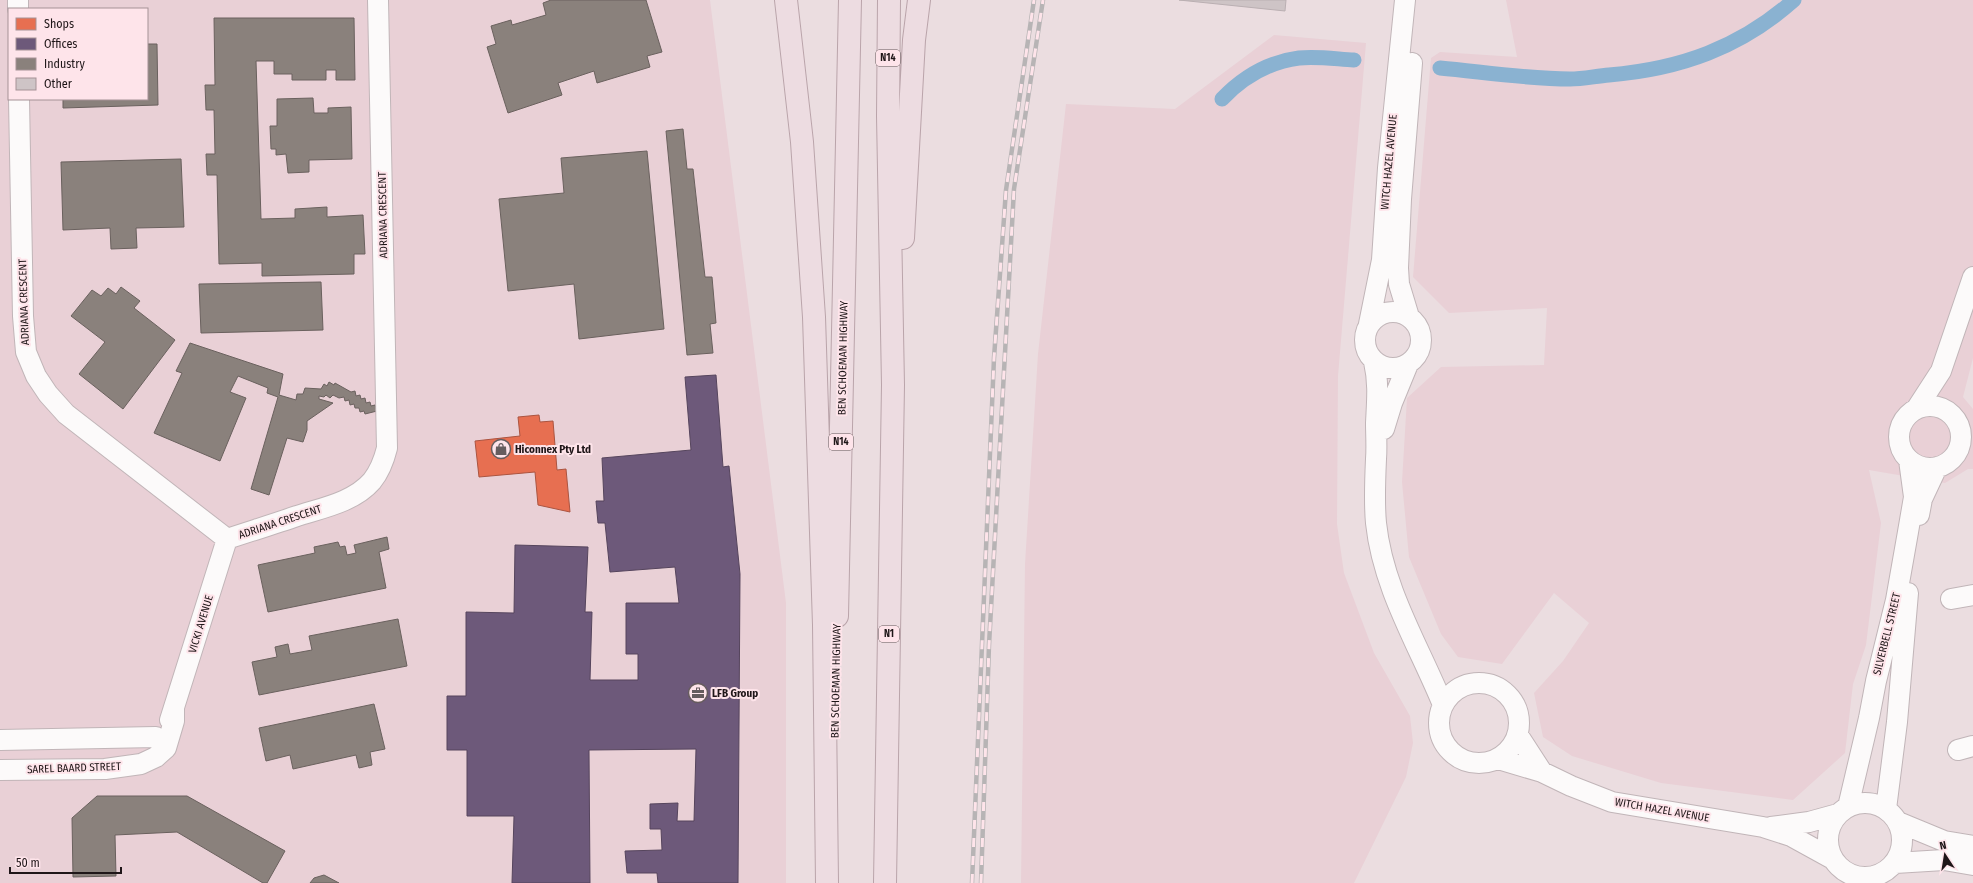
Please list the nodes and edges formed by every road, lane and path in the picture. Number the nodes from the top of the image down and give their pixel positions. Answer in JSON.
{"nodes":[{"id":1,"x":378,"y":0,"type":"edge"},
{"id":2,"x":786,"y":0,"type":"edge"},
{"id":3,"x":850,"y":0,"type":"edge"},
{"id":4,"x":888,"y":0,"type":"edge"},
{"id":5,"x":900,"y":0,"type":"edge"},
{"id":6,"x":919,"y":0,"type":"edge"},
{"id":7,"x":1405,"y":0,"type":"edge"},
{"id":8,"x":1419,"y":0,"type":"edge"},
{"id":9,"x":19,"y":100,"type":"edge"},
{"id":10,"x":888,"y":116,"type":"junction"},
{"id":11,"x":1973,"y":277,"type":"edge"},
{"id":12,"x":1409,"y":317,"type":"junction"},
{"id":13,"x":1369,"y":324,"type":"junction"},
{"id":14,"x":1374,"y":362,"type":"junction"},
{"id":15,"x":1408,"y":364,"type":"junction"},
{"id":16,"x":1941,"y":371,"type":"junction"},
{"id":17,"x":893,"y":385,"type":"junction"},
{"id":18,"x":1916,"y":408,"type":"junction"},
{"id":19,"x":1960,"y":424,"type":"edge"},
{"id":20,"x":1964,"y":454,"type":"edge"},
{"id":21,"x":1376,"y":458,"type":"junction"},
{"id":22,"x":1909,"y":460,"type":"junction"},
{"id":23,"x":1937,"y":467,"type":"junction"},
{"id":24,"x":227,"y":539,"type":"junction"},
{"id":25,"x":1973,"y":595,"type":"edge"},
{"id":26,"x":1951,"y":600,"type":"dead end"},
{"id":27,"x":1426,"y":663,"type":"junction"},
{"id":28,"x":1462,"y":687,"type":"junction"},
{"id":29,"x":1444,"y":705,"type":"junction"},
{"id":30,"x":1518,"y":735,"type":"junction"},
{"id":31,"x":0,"y":740,"type":"edge"},
{"id":32,"x":161,"y":742,"type":"junction"},
{"id":33,"x":1498,"y":759,"type":"junction"},
{"id":34,"x":0,"y":770,"type":"edge"},
{"id":35,"x":1542,"y":772,"type":"junction"},
{"id":36,"x":1843,"y":810,"type":"junction"},
{"id":37,"x":1892,"y":816,"type":"junction"},
{"id":38,"x":1763,"y":827,"type":"junction"},
{"id":39,"x":1973,"y":846,"type":"edge"},
{"id":40,"x":1831,"y":858,"type":"junction"},
{"id":41,"x":1895,"y":863,"type":"junction"},
{"id":42,"x":1973,"y":864,"type":"edge"},
{"id":43,"x":827,"y":883,"type":"edge"},
{"id":44,"x":831,"y":883,"type":"edge"},
{"id":45,"x":885,"y":883,"type":"edge"}],
"edges":[{"from":1,"to":24,"type":"street","name":"ADRIANA CRESCENT"},
{"from":2,"to":43,"type":"highway"},
{"from":3,"to":44,"type":"highway","name":"BEN SCHOEMAN HIGHWAY","number":"N14"},
{"from":4,"to":10,"type":"highway","number":"N14"},
{"from":5,"to":10,"type":"highway"},
{"from":6,"to":17,"type":"highway"},
{"from":7,"to":13,"type":"street","name":"WITCH HAZEL AVENUE"},
{"from":8,"to":12,"type":"street","name":"WITCH HAZEL AVENUE"},
{"from":9,"to":24,"type":"street","name":"ADRIANA CRESCENT"},
{"from":10,"to":17,"type":"highway","number":"N14"},
{"from":11,"to":16,"type":"street"},
{"from":12,"to":13,"type":"street"},
{"from":12,"to":15,"type":"street"},
{"from":13,"to":14,"type":"street"},
{"from":14,"to":15,"type":"street"},
{"from":14,"to":21,"type":"street"},
{"from":15,"to":21,"type":"street"},
{"from":16,"to":18,"type":"street"},
{"from":16,"to":19,"type":"street"},
{"from":17,"to":45,"type":"highway","number":"N1"},
{"from":18,"to":19,"type":"street"},
{"from":18,"to":22,"type":"street"},
{"from":19,"to":20,"type":"street"},
{"from":20,"to":23,"type":"street"},
{"from":21,"to":27,"type":"street"},
{"from":22,"to":23,"type":"street"},
{"from":22,"to":36,"type":"street","name":"SILVERBELL STREET"},
{"from":23,"to":37,"type":"street","name":"SILVERBELL STREET"},
{"from":24,"to":32,"type":"street","name":"VICKI AVENUE"},
{"from":25,"to":26,"type":"street"},
{"from":27,"to":28,"type":"street"},
{"from":27,"to":29,"type":"street"},
{"from":28,"to":29,"type":"street"},
{"from":28,"to":30,"type":"street"},
{"from":29,"to":33,"type":"street"},
{"from":30,"to":33,"type":"street"},
{"from":30,"to":35,"type":"street"},
{"from":31,"to":32,"type":"street"},
{"from":32,"to":34,"type":"street","name":"SAREL BAARD STREET"},
{"from":33,"to":35,"type":"street","name":"WITCH HAZEL AVENUE"},
{"from":35,"to":38,"type":"street","name":"WITCH HAZEL AVENUE"},
{"from":36,"to":37,"type":"street"},
{"from":36,"to":38,"type":"street","name":"WITCH HAZEL AVENUE"},
{"from":36,"to":40,"type":"street"},
{"from":37,"to":39,"type":"street"},
{"from":37,"to":41,"type":"street"},
{"from":38,"to":40,"type":"street","name":"WITCH HAZEL AVENUE"},
{"from":40,"to":41,"type":"street"},
{"from":41,"to":42,"type":"street"}]}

====

Show all lines from the data that contain "SILVERBELL".

*ANSWER TO THE PROBLEM*:
{"from":22,"to":36,"type":"street","name":"SILVERBELL STREET"},
{"from":23,"to":37,"type":"street","name":"SILVERBELL STREET"},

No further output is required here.